Review: In Spitting Distance

By Kira Last edited 128 months ago
Review: In Spitting Distance

Taher Najib's In Spitting Distance is the latest installation in the Barbican 'bite08' series, mini theatre pieces with short runs and performance duration. In Spitting Distance is a highly charged one-hour, one-act, one-man show performed by the outstanding Khalifa Natour.

In turns dark and humorous, and often both, the storyline revolves around the experience of an Arab man with two surnames, carrying an Israeli passport, who tries to fly to Tel Aviv from Paris on the unfortunate date of September 10th, 2003. This farcical circumstance interweaves the reality of barefaced post-9/11 racism with the narrative of a Palestinian-Israeli man who has made the choice to leave his Parisian lover and return to his homeland because if he is too removed from the terror, he fears he will no longer understand it. He must pay his 'personal debt to the chaos.'

The set is sparse, with no props save the green surtitle LED screen above, yet with Natour's energy, all that is necessary is his body's physical and emotive engagement with the space as he simulates bicycle riding around Paris, navigating the streets of Ramallah, waiting on airport benches, being led by security down the aisles of a plane. The play is in Arabic, and while this does lend a much more authentic feel for the character, the surtitles are unfortunate because you never want your eyes to leave Natour's. His performance is so engaged, guttural, and so richly felt that it's nearly impossible to look away from him. He gesticulates, he spits, he wails, he moves in closer to whisper, intimating his words directly at you, and his face runs with the sweat of an hour's nonstop engagement with this narrative.

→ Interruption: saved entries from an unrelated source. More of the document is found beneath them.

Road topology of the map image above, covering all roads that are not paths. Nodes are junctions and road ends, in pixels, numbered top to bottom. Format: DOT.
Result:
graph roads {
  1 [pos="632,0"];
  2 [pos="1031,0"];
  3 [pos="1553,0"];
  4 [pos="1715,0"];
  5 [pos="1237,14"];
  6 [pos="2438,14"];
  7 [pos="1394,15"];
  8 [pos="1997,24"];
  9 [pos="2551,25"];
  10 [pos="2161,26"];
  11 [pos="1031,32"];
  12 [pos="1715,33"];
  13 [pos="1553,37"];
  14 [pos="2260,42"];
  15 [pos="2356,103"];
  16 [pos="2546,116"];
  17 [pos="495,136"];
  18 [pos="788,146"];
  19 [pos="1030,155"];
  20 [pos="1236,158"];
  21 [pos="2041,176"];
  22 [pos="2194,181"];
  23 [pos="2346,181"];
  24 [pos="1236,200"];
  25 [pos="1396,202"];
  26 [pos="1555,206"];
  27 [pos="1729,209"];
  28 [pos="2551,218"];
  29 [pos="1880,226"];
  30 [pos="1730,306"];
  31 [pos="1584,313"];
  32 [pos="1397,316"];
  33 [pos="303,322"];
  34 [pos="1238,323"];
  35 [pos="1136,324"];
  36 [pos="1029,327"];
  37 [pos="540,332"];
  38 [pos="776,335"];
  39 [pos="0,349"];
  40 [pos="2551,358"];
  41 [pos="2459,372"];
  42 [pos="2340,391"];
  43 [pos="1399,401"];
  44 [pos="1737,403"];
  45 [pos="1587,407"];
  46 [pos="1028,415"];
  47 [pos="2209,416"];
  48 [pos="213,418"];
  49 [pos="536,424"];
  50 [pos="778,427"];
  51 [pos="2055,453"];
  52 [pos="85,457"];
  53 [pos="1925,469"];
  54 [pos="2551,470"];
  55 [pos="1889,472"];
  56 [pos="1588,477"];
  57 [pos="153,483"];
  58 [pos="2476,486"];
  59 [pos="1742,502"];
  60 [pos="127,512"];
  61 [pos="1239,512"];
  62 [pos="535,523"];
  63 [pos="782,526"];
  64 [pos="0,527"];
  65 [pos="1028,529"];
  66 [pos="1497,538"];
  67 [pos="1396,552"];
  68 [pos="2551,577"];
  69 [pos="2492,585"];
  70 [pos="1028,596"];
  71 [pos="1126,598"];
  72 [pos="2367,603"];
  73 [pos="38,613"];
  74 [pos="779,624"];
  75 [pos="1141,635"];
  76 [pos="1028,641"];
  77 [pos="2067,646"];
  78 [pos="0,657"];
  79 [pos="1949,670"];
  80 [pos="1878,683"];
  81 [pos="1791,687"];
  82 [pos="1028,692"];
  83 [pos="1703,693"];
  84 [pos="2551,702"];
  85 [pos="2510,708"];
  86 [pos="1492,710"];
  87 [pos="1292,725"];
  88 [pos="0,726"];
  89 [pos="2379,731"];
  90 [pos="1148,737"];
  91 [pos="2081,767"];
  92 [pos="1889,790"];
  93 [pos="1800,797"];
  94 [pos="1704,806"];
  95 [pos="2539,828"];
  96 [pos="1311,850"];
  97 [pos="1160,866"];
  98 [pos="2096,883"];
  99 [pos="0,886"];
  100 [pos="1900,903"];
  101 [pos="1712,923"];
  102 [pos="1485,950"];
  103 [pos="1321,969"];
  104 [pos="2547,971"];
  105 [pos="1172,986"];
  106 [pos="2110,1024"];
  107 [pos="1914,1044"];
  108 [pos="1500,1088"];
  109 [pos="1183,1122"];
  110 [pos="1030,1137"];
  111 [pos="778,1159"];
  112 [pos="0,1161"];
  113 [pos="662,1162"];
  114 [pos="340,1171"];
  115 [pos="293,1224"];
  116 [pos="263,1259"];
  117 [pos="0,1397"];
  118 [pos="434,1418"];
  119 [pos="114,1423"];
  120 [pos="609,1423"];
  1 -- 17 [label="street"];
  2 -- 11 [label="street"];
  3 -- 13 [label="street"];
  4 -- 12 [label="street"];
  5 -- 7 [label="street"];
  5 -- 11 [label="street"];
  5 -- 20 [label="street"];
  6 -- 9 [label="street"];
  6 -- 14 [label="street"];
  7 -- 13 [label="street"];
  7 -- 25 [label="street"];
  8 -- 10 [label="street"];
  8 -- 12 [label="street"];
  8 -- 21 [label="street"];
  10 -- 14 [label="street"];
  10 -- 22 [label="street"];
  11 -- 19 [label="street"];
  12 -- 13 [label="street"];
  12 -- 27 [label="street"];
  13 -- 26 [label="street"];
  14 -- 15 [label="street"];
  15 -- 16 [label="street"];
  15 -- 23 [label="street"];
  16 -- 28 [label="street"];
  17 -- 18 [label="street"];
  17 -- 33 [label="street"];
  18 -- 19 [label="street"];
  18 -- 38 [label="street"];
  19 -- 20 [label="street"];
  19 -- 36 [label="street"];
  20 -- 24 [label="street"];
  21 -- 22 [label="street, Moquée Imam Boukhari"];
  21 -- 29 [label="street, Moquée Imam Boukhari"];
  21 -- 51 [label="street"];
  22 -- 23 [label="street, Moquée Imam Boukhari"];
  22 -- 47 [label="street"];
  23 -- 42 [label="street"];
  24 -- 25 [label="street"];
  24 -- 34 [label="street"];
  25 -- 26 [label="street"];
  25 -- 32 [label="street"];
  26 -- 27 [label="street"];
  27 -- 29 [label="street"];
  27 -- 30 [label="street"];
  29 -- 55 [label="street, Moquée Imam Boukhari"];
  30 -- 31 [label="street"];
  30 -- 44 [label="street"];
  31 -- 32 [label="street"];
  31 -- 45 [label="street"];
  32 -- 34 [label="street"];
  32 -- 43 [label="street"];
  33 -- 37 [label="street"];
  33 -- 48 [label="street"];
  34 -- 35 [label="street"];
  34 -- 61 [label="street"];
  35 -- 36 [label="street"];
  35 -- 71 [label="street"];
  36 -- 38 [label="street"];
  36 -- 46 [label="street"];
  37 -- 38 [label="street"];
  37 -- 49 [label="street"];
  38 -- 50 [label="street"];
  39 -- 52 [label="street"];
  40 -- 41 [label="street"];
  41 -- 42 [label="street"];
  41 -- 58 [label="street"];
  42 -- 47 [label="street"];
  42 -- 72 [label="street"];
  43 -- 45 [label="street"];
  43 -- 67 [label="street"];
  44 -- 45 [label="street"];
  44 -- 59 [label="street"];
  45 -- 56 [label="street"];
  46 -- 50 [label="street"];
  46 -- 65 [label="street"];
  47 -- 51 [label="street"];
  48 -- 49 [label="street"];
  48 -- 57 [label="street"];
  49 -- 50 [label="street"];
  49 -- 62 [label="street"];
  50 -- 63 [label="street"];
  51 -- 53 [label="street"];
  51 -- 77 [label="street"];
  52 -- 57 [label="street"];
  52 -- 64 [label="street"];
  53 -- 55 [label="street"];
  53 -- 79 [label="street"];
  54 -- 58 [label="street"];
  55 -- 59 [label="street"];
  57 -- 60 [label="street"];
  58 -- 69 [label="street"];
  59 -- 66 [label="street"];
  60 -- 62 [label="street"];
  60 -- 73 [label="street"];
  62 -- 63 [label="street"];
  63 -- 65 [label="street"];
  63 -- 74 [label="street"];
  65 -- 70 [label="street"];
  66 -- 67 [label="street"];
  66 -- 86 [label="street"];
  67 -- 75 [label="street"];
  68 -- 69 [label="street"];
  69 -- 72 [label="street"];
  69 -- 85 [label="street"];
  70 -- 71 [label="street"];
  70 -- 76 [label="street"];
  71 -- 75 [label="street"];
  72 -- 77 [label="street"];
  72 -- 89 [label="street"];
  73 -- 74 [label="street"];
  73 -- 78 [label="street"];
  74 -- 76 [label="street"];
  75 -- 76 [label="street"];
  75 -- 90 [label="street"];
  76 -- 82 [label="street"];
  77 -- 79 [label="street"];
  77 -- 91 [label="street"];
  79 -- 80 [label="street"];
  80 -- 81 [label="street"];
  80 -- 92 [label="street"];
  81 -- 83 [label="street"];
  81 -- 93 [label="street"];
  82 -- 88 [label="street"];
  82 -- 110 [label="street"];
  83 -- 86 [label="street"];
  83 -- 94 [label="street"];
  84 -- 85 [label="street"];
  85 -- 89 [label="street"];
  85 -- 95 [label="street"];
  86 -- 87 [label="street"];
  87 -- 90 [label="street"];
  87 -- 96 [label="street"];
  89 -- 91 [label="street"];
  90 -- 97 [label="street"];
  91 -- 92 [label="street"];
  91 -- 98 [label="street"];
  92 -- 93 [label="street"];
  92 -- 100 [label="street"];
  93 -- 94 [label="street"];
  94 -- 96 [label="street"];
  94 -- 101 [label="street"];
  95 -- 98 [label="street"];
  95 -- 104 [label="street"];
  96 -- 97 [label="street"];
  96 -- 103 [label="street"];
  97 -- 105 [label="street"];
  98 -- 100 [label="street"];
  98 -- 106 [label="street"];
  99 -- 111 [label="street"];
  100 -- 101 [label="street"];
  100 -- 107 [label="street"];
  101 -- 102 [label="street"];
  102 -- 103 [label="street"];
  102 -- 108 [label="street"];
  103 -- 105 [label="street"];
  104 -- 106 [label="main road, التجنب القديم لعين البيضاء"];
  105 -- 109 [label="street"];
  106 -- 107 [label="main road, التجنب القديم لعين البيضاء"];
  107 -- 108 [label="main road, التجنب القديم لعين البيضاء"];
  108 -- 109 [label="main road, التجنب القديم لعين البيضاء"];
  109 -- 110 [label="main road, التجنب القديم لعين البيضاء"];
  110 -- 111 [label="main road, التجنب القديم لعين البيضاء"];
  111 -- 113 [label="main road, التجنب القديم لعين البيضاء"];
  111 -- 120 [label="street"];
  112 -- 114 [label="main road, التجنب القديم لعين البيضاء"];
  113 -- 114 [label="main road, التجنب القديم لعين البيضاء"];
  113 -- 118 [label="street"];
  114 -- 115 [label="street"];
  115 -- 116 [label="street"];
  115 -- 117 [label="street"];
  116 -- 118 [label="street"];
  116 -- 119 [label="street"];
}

We learn of the difficulty of a Palestinian who has undergone Intifadas, survived bombs, death, and ceaseless colonialism, who must now endure naked discrimination, too. Perhaps worst of all, though, is the question mark of what a homeland can be if it is one that has been consistently and violently jerked out beneath one by countless invaders. When Natour chills the air with the pointed honesty of the question, 'What is it in us that begs the orgasmic pleasure of invaders?' we must ask the same. He ruefully continues 'My homeland is defined as a pillow I put under my head each night.'

One hour can only give so much of a glimpse, but Najib's honest script sheds redeemable insight into a topic no longer ignorable. When Natour sees on television for the first time the planes strike into the World Trade Center, it is as though you, too, are experiencing that horror for the first time. Natour takes his bows all too soon, because after spending an hour with his heartfelt, deeply personal narrative, you can't help but want more from him. In Spitting Distance is an honourable, personal examination of the Israeli-Palestinian conflict that manages to move and provoke without descending into polemical sermonising.

In Spitting Distance is directed by Ofira Henig and runs at the Barbican from May 7 – 17, Mon-Sat 19:45. Tickets £12 . Photograph of Khalifa Natour by Gerar Alon.